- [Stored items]
--- START ---

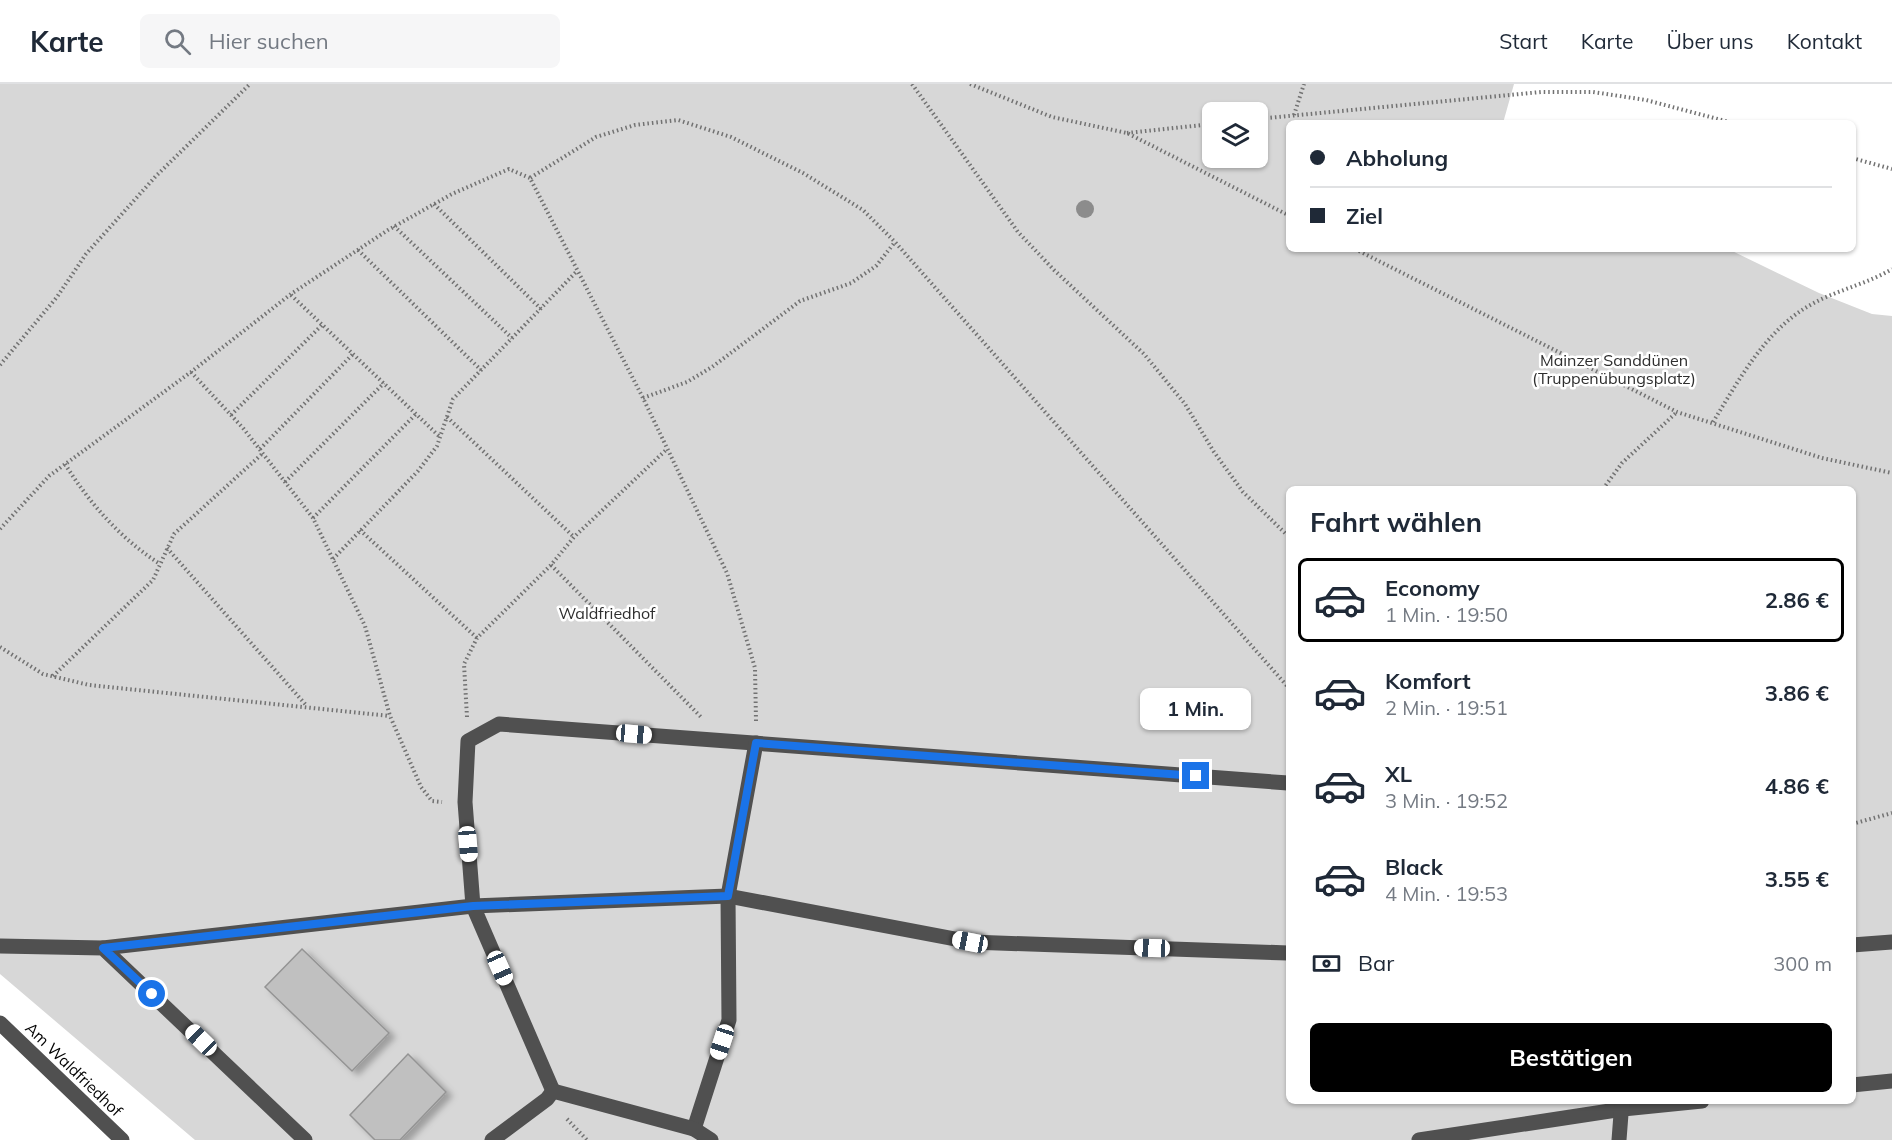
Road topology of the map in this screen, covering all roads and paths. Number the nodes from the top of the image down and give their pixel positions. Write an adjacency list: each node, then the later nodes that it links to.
1 (249, 84): 26 (path)
2 (912, 84): 46 (path)
3 (970, 84): 9 (path)
4 (1304, 84): 5 (path)
5 (1294, 115): 6 (path); 7 (path)
6 (1268, 118)
7 (1721, 120)
8 (1202, 125): 9 (path)
9 (1126, 133): 14 (path)
10 (1856, 159): 11 (path)
11 (1892, 169)
12 (530, 178): 13 (path); 16 (path); 20 (path)
13 (434, 204): 15 (path); 22 (path)
14 (1286, 214)
15 (394, 226): 17 (path); 24 (path)
16 (895, 242): 30 (path); 55 (path)
17 (358, 250): 21 (path); 27 (path)
18 (1361, 252): 31 (path)
19 (1892, 270): 35 (path)
20 (577, 271): 22 (path); 30 (path)
21 (291, 294): 23 (path); 28 (path)
22 (541, 309): 24 (path)
23 (322, 325): 25 (path); 33 (path)
24 (512, 339): 27 (path)
25 (353, 354): 29 (path); 38 (path)
26 (0, 365)
27 (481, 370): 34 (path)
28 (190, 372): 33 (path); 39 (path)
29 (384, 384): 32 (path); 41 (path)
30 (642, 398): 37 (path)
31 (1677, 412): 35 (path); 42 (path)
32 (416, 414): 36 (path); 43 (path)
33 (231, 415): 38 (path)
34 (447, 417): 36 (path); 47 (path)
35 (1713, 422): 40 (path)
36 (440, 437): 45 (path)
37 (667, 449): 47 (path); 60 (path)
38 (261, 451): 41 (path); 48 (path)
39 (65, 464): 44 (path); 50 (path)
40 (1892, 473)
41 (285, 482): 43 (path)
42 (1605, 486)
43 (313, 518): 49 (path)
44 (0, 528)
45 (360, 530): 49 (path); 52 (path)
46 (1286, 534)
47 (574, 537): 51 (path)
48 (167, 548): 50 (path); 56 (path)
49 (333, 559): 57 (path)
50 (160, 564): 54 (path)
51 (551, 566): 52 (path); 59 (path)
52 (477, 638): 58 (path)
53 (0, 647): 54 (path)
54 (53, 677): 56 (path)
55 (1286, 685)
56 (306, 706): 57 (path)
57 (390, 716): 62 (path)
58 (468, 741): 59 (street); 62 (street)
59 (724, 741): 60 (street)
60 (756, 743): 61 (street); 65 (street)
61 (1286, 783)
62 (465, 802): 66 (street)
63 (1892, 813): 64 (path)
64 (1856, 823)
65 (728, 896): 66 (street); 71 (street); 78 (street)
66 (473, 906): 70 (street); 75 (street)
67 (1892, 942): 68 (street)
68 (1856, 945)
69 (0, 946): 70 (street)
70 (103, 948): 80 (street)
71 (1286, 953)
72 (0, 1023): 79 (street, Am Waldfriedhof)
73 (1892, 1081): 74 (street)
74 (1856, 1085)
75 (553, 1091): 78 (street); 81 (street)
76 (1642, 1104): 77 (street)
77 (1622, 1105): 83 (street); 84 (street)
78 (694, 1129): 82 (street)
79 (122, 1140)
80 (305, 1140)
81 (492, 1140)
82 (711, 1140)
83 (1419, 1140)
84 (1619, 1140)

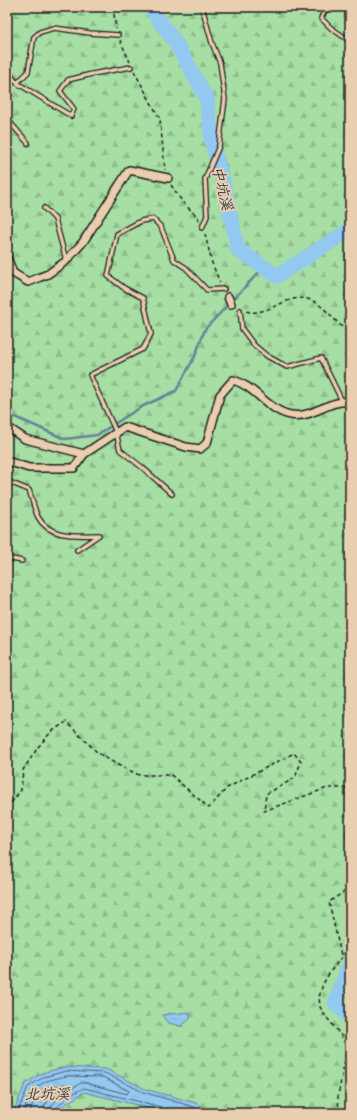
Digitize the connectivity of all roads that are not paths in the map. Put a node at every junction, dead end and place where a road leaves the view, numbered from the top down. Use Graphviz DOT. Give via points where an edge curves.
graph roads {
  1 [pos="202,7"];
  2 [pos="327,7"];
  3 [pos="118,34"];
  4 [pos="350,41"];
  5 [pos="132,67"];
  6 [pos="7,71"];
  7 [pos="17,83"];
  8 [pos="7,119"];
  9 [pos="28,143"];
  10 [pos="168,178"];
  11 [pos="44,208"];
  12 [pos="202,228"];
  13 [pos="7,257"];
  14 [pos="66,261"];
  15 [pos="224,289"];
  16 [pos="240,310"];
  17 [pos="342,401"];
  18 [pos="350,402"];
  19 [pos="7,427"];
  20 [pos="116,431"];
  21 [pos="84,454"];
  22 [pos="7,462"];
  23 [pos="7,481"];
  24 [pos="172,494"];
  25 [pos="77,550"];
  26 [pos="7,558"];
  27 [pos="22,561"];
  1 -- 12 [label="lane" via="220,63 225,99 219,146 205,179 207,216"];
  2 -- 4 [label="lane" via="321,18"];
  3 -- 7 [label="lane" via="54,28 40,32 34,37 28,72"];
  5 -- 7 [label="lane" via="68,80 60,91 74,109 71,116"];
  6 -- 7 [label="lane"];
  8 -- 9 [label="lane"];
  10 -- 14 [label="street" via="129,170 83,242"];
  11 -- 14 [label="lane" via="55,219"];
  13 -- 14 [label="street" via="13,273 28,282 48,274"];
  15 -- 20 [label="lane" via="207,290 186,268 174,260 160,228 153,219 141,221 117,234 108,276 143,298 151,334 143,349 90,375"];
  16 -- 17 [label="lane" via="242,329 254,345 267,356 287,367 321,358"];
  17 -- 18 [label="street"];
  17 -- 20 [label="street" via="308,414 291,415 276,410 242,383 233,380 220,395 207,443 200,449 186,447 125,427"];
  19 -- 21 [label="street" via="25,439"];
  20 -- 21 [label="street"];
  20 -- 24 [label="lane" via="120,450"];
  21 -- 22 [label="street" via="74,468 29,468"];
  23 -- 25 [label="lane" via="29,490 38,517 49,530 68,535 98,535"];
  26 -- 27 [label="lane"];
}
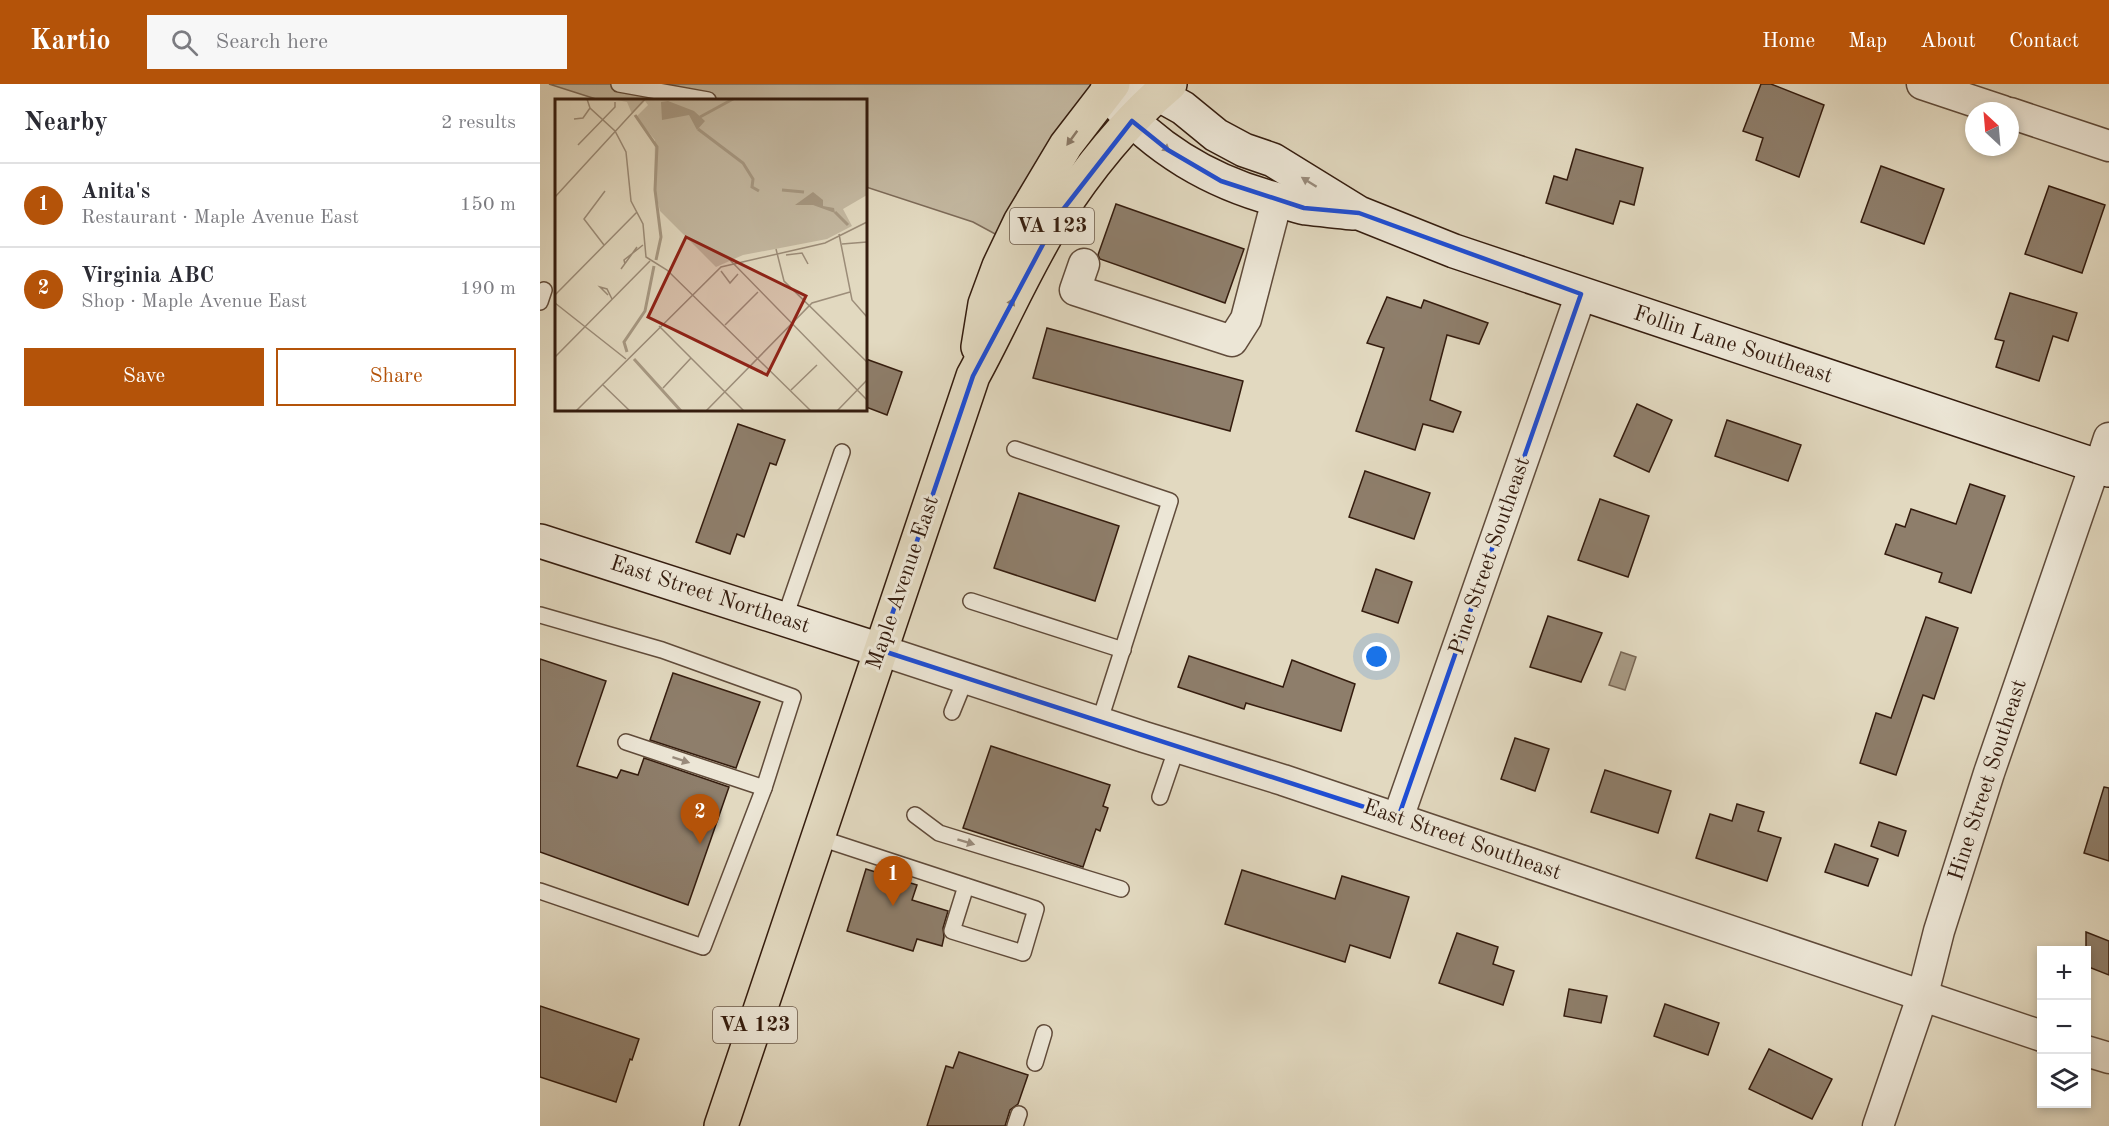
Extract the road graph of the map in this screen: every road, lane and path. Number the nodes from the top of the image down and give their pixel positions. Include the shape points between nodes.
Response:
1 (620, 84) edge
2 (1922, 84) edge
3 (1110, 87) edge
4 (1164, 89) edge
5 (702, 99) edge
6 (1976, 102) edge
7 (2019, 116) edge
8 (1132, 121) junction
9 (2109, 146) edge
10 (1277, 200) junction
11 (1359, 213) junction
12 (1084, 264) dead end
13 (1581, 294) junction
14 (973, 376) junction
15 (1015, 449) dead end
16 (842, 452) dead end
17 (2104, 458) edge
18 (540, 541) edge
19 (971, 601) dead end
20 (540, 615) edge
21 (784, 620) junction
22 (880, 650) junction
23 (1123, 650) junction
24 (965, 680) junction
25 (952, 712) dead end
26 (1099, 723) junction
27 (626, 742) dead end
28 (1177, 747) junction
29 (764, 788) junction
30 (1160, 797) dead end
31 (915, 815) dead end
32 (1398, 818) junction
33 (818, 837) junction
34 (966, 886) junction
35 (1121, 889) dead end
36 (540, 891) edge
37 (1923, 994) junction
38 (1044, 1033) dead end
39 (2037, 1034) edge
40 (2091, 1053) edge
41 (2109, 1058) edge
42 (1035, 1062) dead end
43 (721, 1126) edge
44 (1878, 1126) edge

1 - 5 lane
2 - 6 street
3 - 4 street, Follin Lane Southeast
3 - 8 street, Follin Lane Southeast
3 -> 14 main road, VA 123 via 1066,145 999,266 986,304
4 - 8 main road, Maple Avenue East / VA 123
11 -> 4 street, Follin Lane Southeast via 1273,160 1216,135
7 - 9 street
8 -> 10 street, Follin Lane Southeast via 1191,165 1221,181
14 -> 8 main road, Maple Avenue East / VA 123 via 1058,216
10 - 11 street, Follin Lane Southeast via 1305,208
10 - 12 street via 1246,319 1232,341 1075,290
11 - 13 street, Follin Lane Southeast via 1454,251
13 - 17 street, Follin Lane Southeast
13 - 32 street, Pine Street Southeast
14 - 22 main road, Maple Avenue East / VA 123
15 - 23 lane via 1170,501
16 - 21 lane
17 - 37 street, Hine Street Southeast via 1989,773
18 - 21 street, East Street Northeast
19 - 23 lane
20 - 29 lane via 662,650 793,697
21 - 22 street, East Street Northeast
22 - 24 street, East Street Southeast
22 - 33 main road, Maple Avenue East / VA 123
23 - 26 lane
24 - 25 lane
24 - 26 street, East Street Southeast
26 - 28 street, East Street Southeast
27 -> 29 lane
28 - 30 lane
28 - 32 street, East Street Southeast
29 - 36 lane via 703,947
31 -> 35 lane via 939,833
32 - 37 street, East Street Southeast
33 - 34 lane
33 - 43 main road, Maple Avenue East / VA 123
34 - 34 lane via 1036,909 1023,952 952,931
37 - 39 street, East Street Southeast
37 - 44 street, Hine Street Southeast
38 - 42 lane
40 - 41 street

--- END ---

Give the number of lines in the data that contain the string "pixel", and nothing else.

2